REQUIRED WORK: Using the listing below, return every line that includes "Lucioles".

DATA TO EXAMINE:
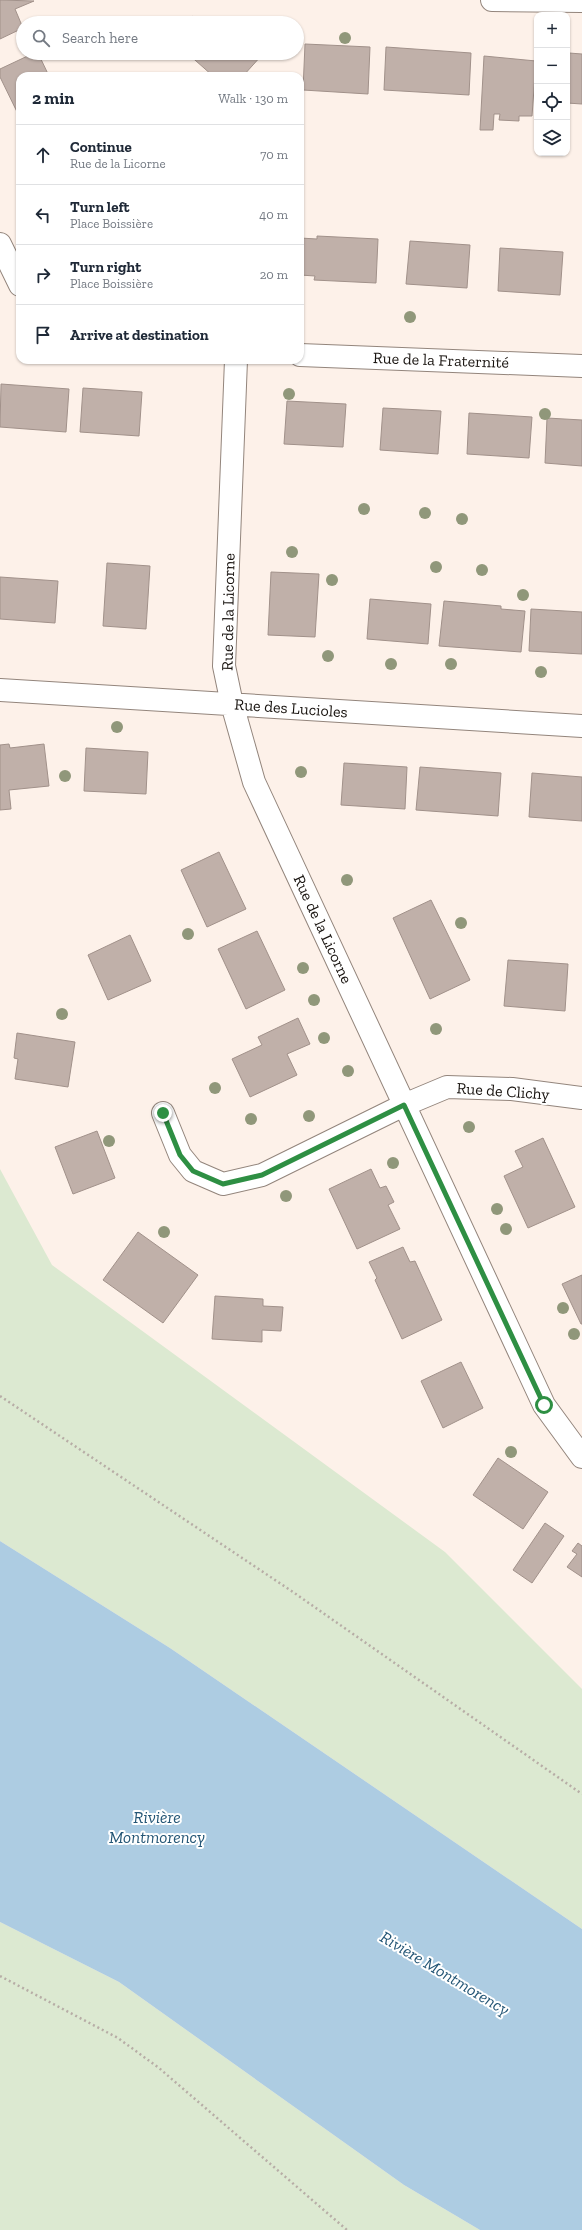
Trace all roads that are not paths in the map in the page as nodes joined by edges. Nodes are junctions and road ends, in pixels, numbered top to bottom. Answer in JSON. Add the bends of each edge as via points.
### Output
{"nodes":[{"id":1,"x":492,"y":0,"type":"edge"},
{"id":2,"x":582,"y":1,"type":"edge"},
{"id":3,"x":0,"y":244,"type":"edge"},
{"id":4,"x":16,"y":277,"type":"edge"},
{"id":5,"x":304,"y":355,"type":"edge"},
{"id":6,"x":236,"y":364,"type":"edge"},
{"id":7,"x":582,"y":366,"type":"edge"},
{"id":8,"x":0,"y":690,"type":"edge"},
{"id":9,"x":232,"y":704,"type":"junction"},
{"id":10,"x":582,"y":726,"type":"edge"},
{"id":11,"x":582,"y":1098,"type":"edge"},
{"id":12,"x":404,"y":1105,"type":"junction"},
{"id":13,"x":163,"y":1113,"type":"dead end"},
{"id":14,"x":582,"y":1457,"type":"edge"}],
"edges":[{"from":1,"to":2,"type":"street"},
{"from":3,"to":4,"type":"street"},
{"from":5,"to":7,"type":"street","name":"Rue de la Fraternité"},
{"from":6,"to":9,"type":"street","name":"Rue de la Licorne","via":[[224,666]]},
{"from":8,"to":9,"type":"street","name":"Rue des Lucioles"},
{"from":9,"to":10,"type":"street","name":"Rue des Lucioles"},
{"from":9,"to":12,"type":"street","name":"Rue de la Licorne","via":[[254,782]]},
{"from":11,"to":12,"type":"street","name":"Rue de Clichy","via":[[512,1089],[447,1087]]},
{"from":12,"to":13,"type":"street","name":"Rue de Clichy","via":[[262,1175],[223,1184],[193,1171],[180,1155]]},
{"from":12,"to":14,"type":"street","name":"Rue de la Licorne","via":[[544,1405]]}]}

RESPONSE:
{"from":8,"to":9,"type":"street","name":"Rue des Lucioles"},
{"from":9,"to":10,"type":"street","name":"Rue des Lucioles"},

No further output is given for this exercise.